▶ [Assignment] List all lines of the data that include the string "Díaz".

▶ [Material provided]

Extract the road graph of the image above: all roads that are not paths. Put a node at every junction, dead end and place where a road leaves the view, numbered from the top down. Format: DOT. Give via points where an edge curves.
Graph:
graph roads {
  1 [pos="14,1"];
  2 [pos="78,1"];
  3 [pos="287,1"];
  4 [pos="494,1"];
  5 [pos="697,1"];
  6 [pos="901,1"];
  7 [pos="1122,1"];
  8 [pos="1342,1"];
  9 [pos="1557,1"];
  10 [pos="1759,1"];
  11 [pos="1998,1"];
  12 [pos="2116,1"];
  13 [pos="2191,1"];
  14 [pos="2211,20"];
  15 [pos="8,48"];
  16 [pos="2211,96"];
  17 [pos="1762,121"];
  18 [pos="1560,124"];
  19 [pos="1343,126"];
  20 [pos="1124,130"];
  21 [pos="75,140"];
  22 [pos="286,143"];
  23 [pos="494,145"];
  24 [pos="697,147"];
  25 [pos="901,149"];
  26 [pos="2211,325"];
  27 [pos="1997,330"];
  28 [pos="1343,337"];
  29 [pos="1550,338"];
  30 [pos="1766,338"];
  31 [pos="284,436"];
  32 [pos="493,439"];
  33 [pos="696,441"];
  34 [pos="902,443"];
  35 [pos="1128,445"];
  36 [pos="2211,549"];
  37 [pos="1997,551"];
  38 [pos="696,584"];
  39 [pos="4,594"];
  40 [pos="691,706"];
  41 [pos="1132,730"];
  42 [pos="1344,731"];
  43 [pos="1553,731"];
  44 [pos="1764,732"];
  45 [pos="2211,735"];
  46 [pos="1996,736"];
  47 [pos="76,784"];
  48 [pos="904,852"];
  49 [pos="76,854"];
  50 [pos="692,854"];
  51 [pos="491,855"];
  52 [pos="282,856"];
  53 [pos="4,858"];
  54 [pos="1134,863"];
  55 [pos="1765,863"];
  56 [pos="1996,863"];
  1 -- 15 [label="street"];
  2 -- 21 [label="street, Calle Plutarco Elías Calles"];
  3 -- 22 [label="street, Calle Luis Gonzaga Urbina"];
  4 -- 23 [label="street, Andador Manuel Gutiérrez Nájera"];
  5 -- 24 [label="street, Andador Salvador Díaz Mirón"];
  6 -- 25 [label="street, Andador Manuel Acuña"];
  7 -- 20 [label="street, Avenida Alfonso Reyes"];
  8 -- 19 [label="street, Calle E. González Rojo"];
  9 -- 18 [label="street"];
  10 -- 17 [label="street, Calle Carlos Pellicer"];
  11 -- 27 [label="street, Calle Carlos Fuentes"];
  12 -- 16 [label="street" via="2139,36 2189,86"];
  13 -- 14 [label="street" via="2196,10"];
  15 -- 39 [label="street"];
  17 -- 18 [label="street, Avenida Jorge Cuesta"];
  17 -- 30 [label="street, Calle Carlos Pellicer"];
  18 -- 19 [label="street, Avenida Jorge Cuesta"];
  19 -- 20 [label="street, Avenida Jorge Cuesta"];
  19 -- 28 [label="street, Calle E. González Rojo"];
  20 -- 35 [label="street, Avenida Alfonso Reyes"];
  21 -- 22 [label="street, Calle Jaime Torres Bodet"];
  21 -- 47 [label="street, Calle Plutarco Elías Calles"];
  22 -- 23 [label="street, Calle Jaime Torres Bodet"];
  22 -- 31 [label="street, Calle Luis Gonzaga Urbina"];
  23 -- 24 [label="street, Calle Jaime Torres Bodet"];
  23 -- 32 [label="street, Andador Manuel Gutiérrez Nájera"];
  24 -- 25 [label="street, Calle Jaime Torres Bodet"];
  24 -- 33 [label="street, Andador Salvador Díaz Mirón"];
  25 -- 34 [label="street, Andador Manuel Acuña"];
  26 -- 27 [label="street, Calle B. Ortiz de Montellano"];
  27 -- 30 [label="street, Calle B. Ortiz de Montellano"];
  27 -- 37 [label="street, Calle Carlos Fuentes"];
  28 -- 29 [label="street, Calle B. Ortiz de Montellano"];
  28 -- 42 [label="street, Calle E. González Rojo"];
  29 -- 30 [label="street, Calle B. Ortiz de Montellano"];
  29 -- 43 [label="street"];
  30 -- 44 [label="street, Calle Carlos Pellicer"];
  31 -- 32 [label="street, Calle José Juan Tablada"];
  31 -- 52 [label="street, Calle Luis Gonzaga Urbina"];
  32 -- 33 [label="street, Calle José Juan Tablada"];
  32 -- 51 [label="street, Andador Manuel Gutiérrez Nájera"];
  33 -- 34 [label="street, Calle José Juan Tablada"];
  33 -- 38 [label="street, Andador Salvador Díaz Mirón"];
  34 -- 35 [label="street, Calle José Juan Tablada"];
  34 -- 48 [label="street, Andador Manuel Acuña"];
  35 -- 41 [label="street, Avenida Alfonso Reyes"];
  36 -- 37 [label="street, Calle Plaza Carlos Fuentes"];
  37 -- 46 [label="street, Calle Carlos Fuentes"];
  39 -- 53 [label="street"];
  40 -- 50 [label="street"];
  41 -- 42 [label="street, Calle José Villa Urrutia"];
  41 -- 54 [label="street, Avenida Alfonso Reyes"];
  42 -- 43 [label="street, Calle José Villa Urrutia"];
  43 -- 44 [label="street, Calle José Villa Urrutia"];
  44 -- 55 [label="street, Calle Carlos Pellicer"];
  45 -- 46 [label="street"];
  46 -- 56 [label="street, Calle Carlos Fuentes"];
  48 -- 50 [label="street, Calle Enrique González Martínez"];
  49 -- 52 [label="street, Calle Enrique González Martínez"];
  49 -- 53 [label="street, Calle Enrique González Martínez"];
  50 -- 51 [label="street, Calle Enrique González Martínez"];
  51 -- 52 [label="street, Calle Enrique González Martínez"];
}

▶ [Output for this task]
  5 -- 24 [label="street, Andador Salvador Díaz Mirón"];
  24 -- 33 [label="street, Andador Salvador Díaz Mirón"];
  33 -- 38 [label="street, Andador Salvador Díaz Mirón"];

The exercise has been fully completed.